[Human pose images with coordinates]
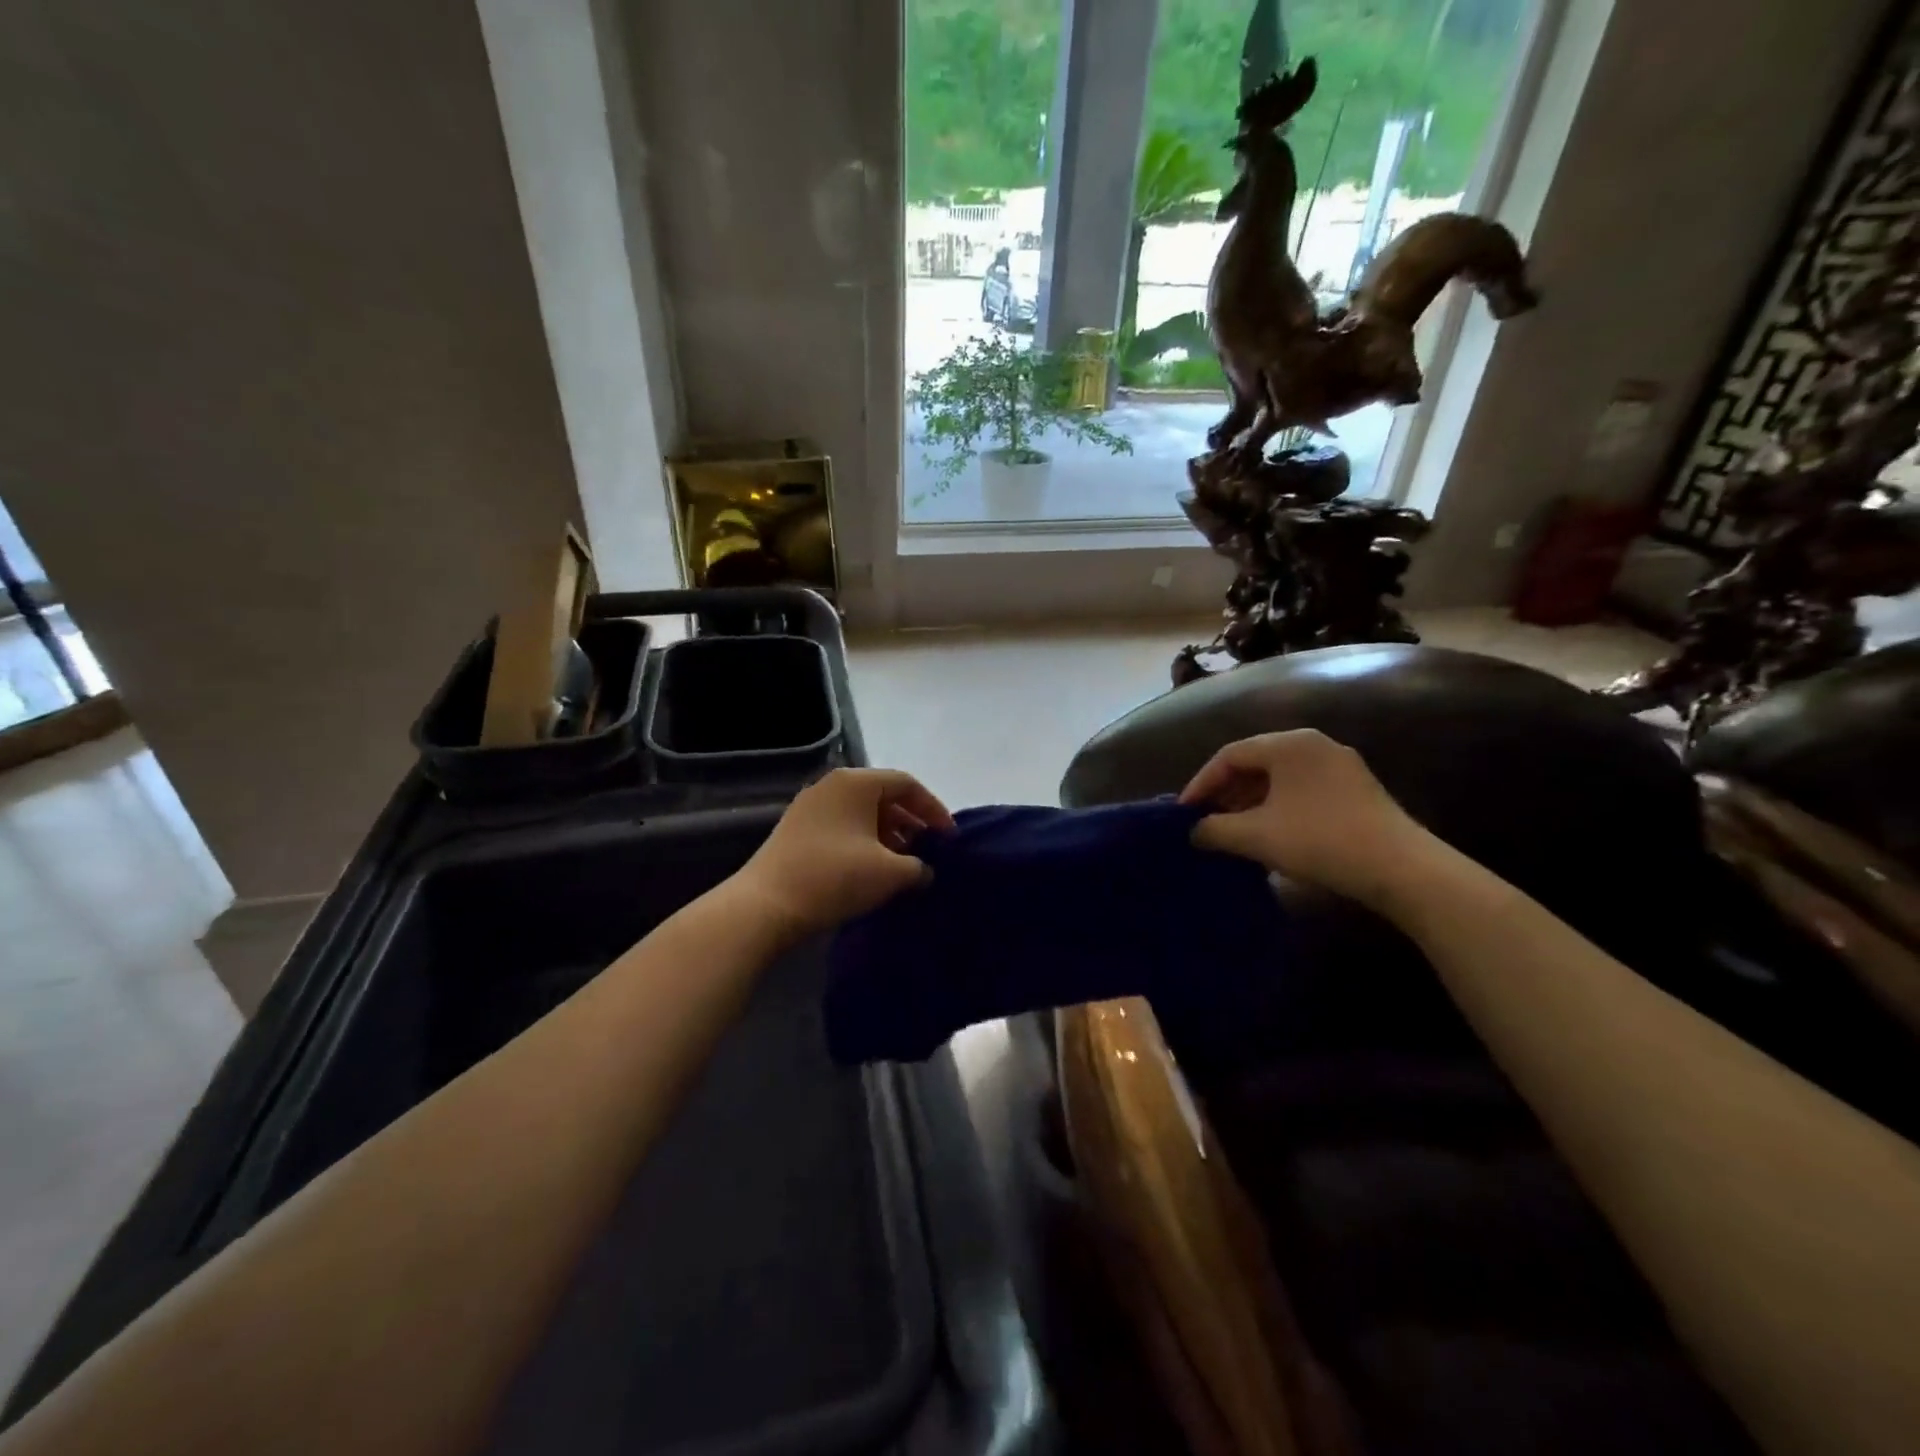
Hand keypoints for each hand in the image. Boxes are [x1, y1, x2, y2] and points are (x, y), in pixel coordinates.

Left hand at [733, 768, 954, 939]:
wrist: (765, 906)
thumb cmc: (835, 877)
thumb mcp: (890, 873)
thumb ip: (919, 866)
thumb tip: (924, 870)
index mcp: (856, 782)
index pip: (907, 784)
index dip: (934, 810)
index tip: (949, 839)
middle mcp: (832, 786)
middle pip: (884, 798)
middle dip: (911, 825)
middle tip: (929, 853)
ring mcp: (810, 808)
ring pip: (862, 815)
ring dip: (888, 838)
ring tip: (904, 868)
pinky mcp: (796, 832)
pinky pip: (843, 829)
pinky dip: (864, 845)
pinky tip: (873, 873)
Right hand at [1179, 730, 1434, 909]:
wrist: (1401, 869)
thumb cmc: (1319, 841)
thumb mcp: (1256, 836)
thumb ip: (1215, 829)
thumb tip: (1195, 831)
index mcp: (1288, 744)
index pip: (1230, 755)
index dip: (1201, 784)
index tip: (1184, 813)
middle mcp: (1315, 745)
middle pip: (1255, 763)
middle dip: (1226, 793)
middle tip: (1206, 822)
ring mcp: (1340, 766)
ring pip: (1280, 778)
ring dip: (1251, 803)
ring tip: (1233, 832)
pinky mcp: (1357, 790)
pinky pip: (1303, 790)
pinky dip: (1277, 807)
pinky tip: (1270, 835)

WHAT YOU WILL DO:
Write out exactly the lines above between the line with "middle pip: (884, 798)" and the line with "thumb mcp: (1256, 836)", inclusive, and nothing beyond them.

PROBLEM SOLUTION:
middle pip: (884, 798)
middle dip: (911, 825)
middle tip: (929, 853)
ring mcp: (810, 808)
ring pip: (862, 815)
ring dip: (888, 838)
ring tip: (904, 868)
pinky mcp: (796, 832)
pinky pip: (843, 829)
pinky dip: (864, 845)
pinky tip: (873, 873)
Right hand at [1179, 730, 1434, 909]:
wrist: (1401, 869)
thumb cmc: (1319, 841)
thumb mcp: (1256, 836)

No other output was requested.